The delightful cover, as well as the interesting title, first attracted me to this book and I was not disappointed.
What a brilliant, and informative, read that is full of nostalgia for long-gone (for me anyway) schooldays and visits to the tuck shop - ours was run by a lady called Jennie and it was always a delight to go in and browse before buying, more often than not, one of the delicacies discussed in this very readable and amusing book.
Interesting to note that Liquorice Allsorts came about by accident and that Wine Gums nearly didn't make it if Mr Maynard senior had had his way, but Maynard junior prevailed and 102 years on they are still with us. Of course, as we all know (!), Burgundy, Champagne, Claret, Port and Sherry are the only words that appear on proper Wine Gums.
As well as descriptions and illustrations of the sweets, and I never knew that those round aniseed jellies (liquorice free) in Liquorice Allsorts are called spogs, there is interesting historical detail such as the trade name Haribo is derived from HAns RIegal of BOnn - I didn't know that either!!

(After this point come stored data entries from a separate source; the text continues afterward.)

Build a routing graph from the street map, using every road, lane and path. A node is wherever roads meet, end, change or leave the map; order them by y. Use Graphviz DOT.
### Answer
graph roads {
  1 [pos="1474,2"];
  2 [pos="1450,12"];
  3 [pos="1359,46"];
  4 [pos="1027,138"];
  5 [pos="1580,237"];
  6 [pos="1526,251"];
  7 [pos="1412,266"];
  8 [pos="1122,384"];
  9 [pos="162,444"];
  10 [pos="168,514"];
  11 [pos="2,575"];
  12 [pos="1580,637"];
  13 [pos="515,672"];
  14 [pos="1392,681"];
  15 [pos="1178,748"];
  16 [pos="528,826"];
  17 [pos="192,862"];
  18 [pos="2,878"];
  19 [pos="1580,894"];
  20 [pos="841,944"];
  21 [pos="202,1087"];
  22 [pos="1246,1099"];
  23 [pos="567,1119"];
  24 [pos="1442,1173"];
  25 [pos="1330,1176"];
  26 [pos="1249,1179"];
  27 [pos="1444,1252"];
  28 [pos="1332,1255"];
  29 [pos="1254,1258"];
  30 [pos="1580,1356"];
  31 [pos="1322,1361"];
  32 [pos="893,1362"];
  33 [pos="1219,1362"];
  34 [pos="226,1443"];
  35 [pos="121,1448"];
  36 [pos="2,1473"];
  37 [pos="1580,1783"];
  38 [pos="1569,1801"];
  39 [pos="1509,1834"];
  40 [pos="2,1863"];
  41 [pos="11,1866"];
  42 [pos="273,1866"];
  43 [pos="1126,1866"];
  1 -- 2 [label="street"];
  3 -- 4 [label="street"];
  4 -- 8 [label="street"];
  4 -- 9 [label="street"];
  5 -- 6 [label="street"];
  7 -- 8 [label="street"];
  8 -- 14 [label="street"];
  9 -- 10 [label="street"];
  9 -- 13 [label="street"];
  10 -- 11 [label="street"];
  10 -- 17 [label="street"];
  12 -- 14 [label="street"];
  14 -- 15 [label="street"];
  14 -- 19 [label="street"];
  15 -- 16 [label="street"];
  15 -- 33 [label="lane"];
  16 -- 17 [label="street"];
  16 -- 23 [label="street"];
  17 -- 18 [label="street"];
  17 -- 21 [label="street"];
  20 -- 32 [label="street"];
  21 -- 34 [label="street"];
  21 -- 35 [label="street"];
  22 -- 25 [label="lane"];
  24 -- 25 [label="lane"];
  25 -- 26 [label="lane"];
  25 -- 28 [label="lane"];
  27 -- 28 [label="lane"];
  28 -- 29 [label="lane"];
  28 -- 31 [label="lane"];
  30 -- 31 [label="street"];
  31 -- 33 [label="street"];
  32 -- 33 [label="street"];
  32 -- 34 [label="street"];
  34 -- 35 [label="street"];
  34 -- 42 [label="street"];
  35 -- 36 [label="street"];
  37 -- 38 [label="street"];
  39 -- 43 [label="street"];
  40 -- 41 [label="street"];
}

The author does make one comment on which I frowned (only in jest) and that was in relation to Bonbons when he wrote on the different varities, 'or even Vimto, with its own curious combination of grape, raspberry and blackcurrant'. Curious? There's nothing curious about Vimto and the combination is what makes the fabulous taste! You can see that I am a regular Vimto drinker and always have been - hot in the winter and cold in the summer.
This book is a reminder of childhood, also a reminder of where some early teeth disappeared to and is a gastronomic delight for those of us who still indulge in a little sweeet eating - even if not nowadays eating such as Liquorice Pipes, Black Jacks or Flying Saucers.